Confidence in government policy management has also declined. The key to getting the economy back on the growth track is to improve the private sector’s sentiment.
At this point, there has been no change in the two major basic policies that have been in place for some time. The first is the “two unwavering policies” namely giving importance to both the public sector and the non-public sector as important components of China’s basic economic system.
The second is to concentrate on promoting high-quality development.

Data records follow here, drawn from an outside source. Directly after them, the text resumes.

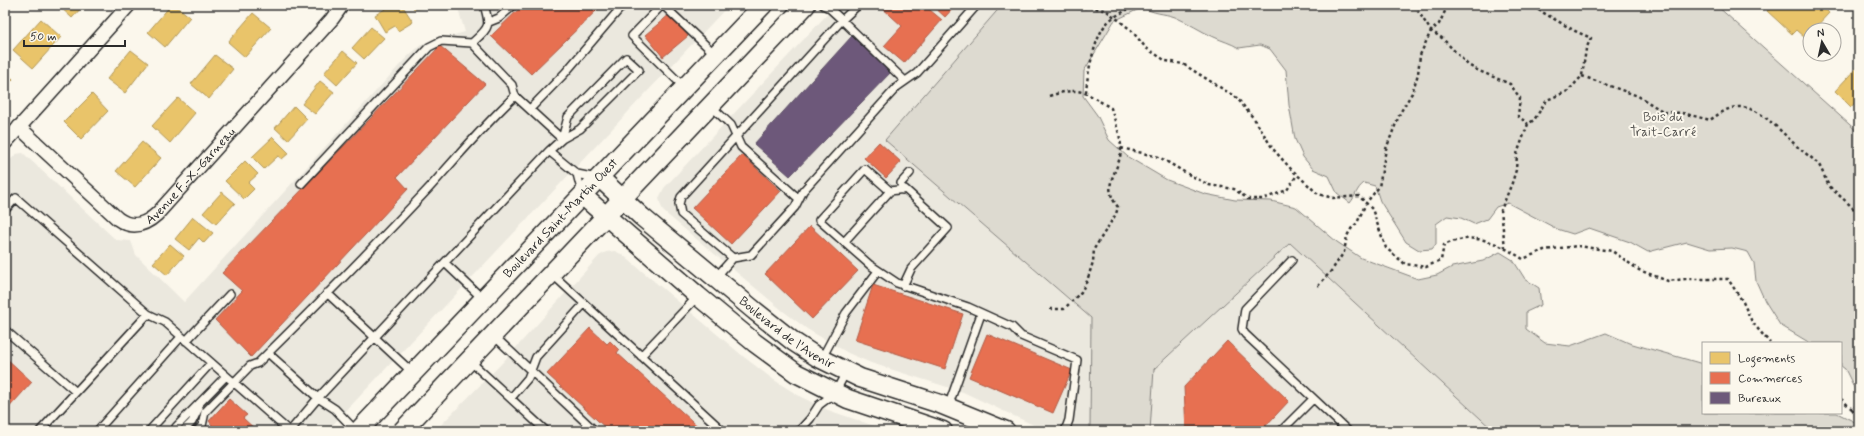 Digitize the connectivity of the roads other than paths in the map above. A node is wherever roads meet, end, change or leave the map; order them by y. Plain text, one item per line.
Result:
1 (129, 5) edge
2 (342, 5) edge
3 (484, 5) edge
4 (514, 5) edge
5 (623, 5) edge
6 (663, 5) edge
7 (763, 5) edge
8 (823, 5) edge
9 (858, 5) edge
10 (976, 5) edge
11 (799, 7) edge
12 (842, 20) junction
13 (489, 22) junction
14 (472, 43) junction
15 (716, 56) junction
16 (905, 81) junction
17 (685, 89) junction
18 (515, 96) junction
19 (711, 106) junction
20 (530, 109) junction
21 (19, 127) junction
22 (737, 137) junction
23 (562, 139) junction
24 (5, 143) edge
25 (549, 151) junction
26 (910, 173) dead end
27 (577, 174) junction
28 (600, 178) junction
29 (300, 184) dead end
30 (902, 190) junction
31 (890, 191) junction
32 (583, 196) junction
33 (622, 199) junction
34 (799, 199) junction
35 (5, 210) edge
36 (606, 216) junction
37 (844, 242) junction
38 (733, 258) junction
39 (1292, 260) dead end
40 (445, 263) junction
41 (878, 271) junction
42 (551, 274) junction
43 (715, 278) junction
44 (902, 286) junction
45 (327, 293) junction
46 (230, 294) dead end
47 (698, 296) junction
48 (484, 300) junction
49 (584, 304) junction
50 (148, 314) junction
51 (981, 314) junction
52 (5, 330) edge
53 (493, 335) junction
54 (375, 337) junction
55 (184, 339) junction
56 (268, 353) junction
57 (641, 356) junction
58 (822, 359) junction
59 (469, 360) junction
60 (211, 363) junction
61 (531, 371) junction
62 (846, 372) junction
63 (413, 373) junction
64 (226, 376) junction
65 (233, 383) junction
66 (76, 392) junction
67 (835, 393) junction
68 (318, 398) junction
69 (511, 398) junction
70 (1313, 399) junction
71 (202, 400) junction
72 (948, 407) junction
73 (40, 431) edge
74 (97, 431) edge
75 (149, 431) edge
76 (175, 431) edge
77 (183, 431) edge
78 (197, 431) edge
79 (290, 431) edge
80 (357, 431) edge
81 (402, 431) edge
82 (546, 431) edge
83 (595, 431) edge
84 (722, 431) edge
85 (799, 431) edge
86 (943, 431) edge
87 (1006, 431) edge
88 (1065, 431) edge
89 (1281, 431) edge
90 (1346, 431) edge

1 - 21 street
2 - 21 street, Avenue F.-X.-Garneau
3 - 13 lane
4 - 13 lane
5 - 20 lane
6 - 15 lane
6 - 17 lane
7 - 15 main road, Boulevard Saint-Martin Ouest
8 - 12 lane
9 - 12 lane
10 - 16 lane
11 - 19 main road
12 - 16 lane
12 - 22 lane
13 - 14 lane
14 - 18 lane
14 - 29 lane
15 - 17 main road, Boulevard Saint-Martin Ouest
16 - 34 lane
17 - 28 main road, Boulevard Saint-Martin Ouest
18 - 20 lane
18 - 45 lane
19 - 22 lane
19 - 33 main road
20 - 23 lane
21 - 24 street
22 - 34 lane
22 - 38 lane
23 - 23 lane
23 - 25 lane
25 - 27 lane
25 - 40 lane
26 - 30 lane
27 - 28 lane
27 - 32 lane
28 - 32 main road, Boulevard Saint-Martin Ouest
28 - 33 main road, Boulevard de l'Avenir
30 - 31 lane
30 - 44 lane
31 - 37 lane
31 - 37 lane
32 - 36 main road, Boulevard de l'Avenir
32 - 48 main road, Boulevard Saint-Martin Ouest
33 - 36 main road
33 - 43 main road, Boulevard de l'Avenir
34 - 38 lane
35 - 50 lane
36 - 42 main road
36 - 47 main road, Boulevard de l'Avenir
37 - 41 lane
38 - 43 lane
39 - 70 lane
40 - 48 lane
40 - 54 lane
41 - 44 lane
41 - 58 lane
42 - 49 lane
42 - 53 main road
43 - 58 main road, Boulevard de l'Avenir
44 - 51 lane
45 - 54 lane
45 - 56 lane
46 - 55 lane
47 - 57 lane
47 - 67 main road, Boulevard de l'Avenir
48 - 63 main road, Boulevard Saint-Martin Ouest
49 - 57 lane
49 - 61 lane
50 - 55 lane
50 - 66 lane
51 - 72 lane
51 - 88 lane
52 - 66 lane
53 - 59 main road
53 - 61 lane
54 - 63 lane
54 - 68 lane
55 - 60 lane
55 - 74 lane
56 - 65 lane
56 - 68 lane
57 - 84 lane
58 - 62 main road, Boulevard de l'Avenir
59 - 69 lane
59 - 81 main road
60 - 64 lane
60 - 75 lane
61 - 69 lane
61 - 83 lane
62 - 67 lane
62 - 72 main road, Boulevard de l'Avenir
63 - 80 main road, Boulevard Saint-Martin Ouest
64 - 65 lane
64 - 71 lane
65 - 78 lane
65 - 79 lane
66 - 73 lane
67 - 85 lane
67 - 86 main road, Boulevard de l'Avenir
68 - 79 lane
68 - 80 lane
69 - 82 lane
70 - 89 lane
70 - 90 lane
71 - 76 lane
71 - 77 lane
72 - 87 main road, Boulevard de l'Avenir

In China, the term “high quality” is understood to be intended to cover the realization of common prosperity and the emphasis on national security.
While these basic policies are important, it is also true that private businesses and consumers have lost steam as the government has reiterated these terms.
The reality is that state-owned enterprises still have many advantages over private enterprises in terms of bank lending conditions, market access, etc.
In order to break out of the current difficulties, it is necessary to implement a new basic policy that goes beyond these two policies and will inspire private businesses and consumers, and to take concrete steps that clearly support the new policy.
Up until the COVID-19 pandemic, the Chinese government had long conducted economic policy management in an admirable manner under the supreme commander Vice Premier Liu He, but that supreme commander is no longer in office.
The focus is now on what kind of policies his successors will be able to present and implement quickly and thoroughly throughout the country.
The core of these policies will be the medium- to long-term basic policy for policy management, which will be presented at the Third Plenary Session scheduled for this autumn.
The content of the medium- to long-term basic policy for policy management that will be presented there will test the true value of Vice Premier Liu He’s successors.
I hope that the Chinese economy, which has played a crucial role in supporting the global economy since the 2010s, will steadily recover under the new regime.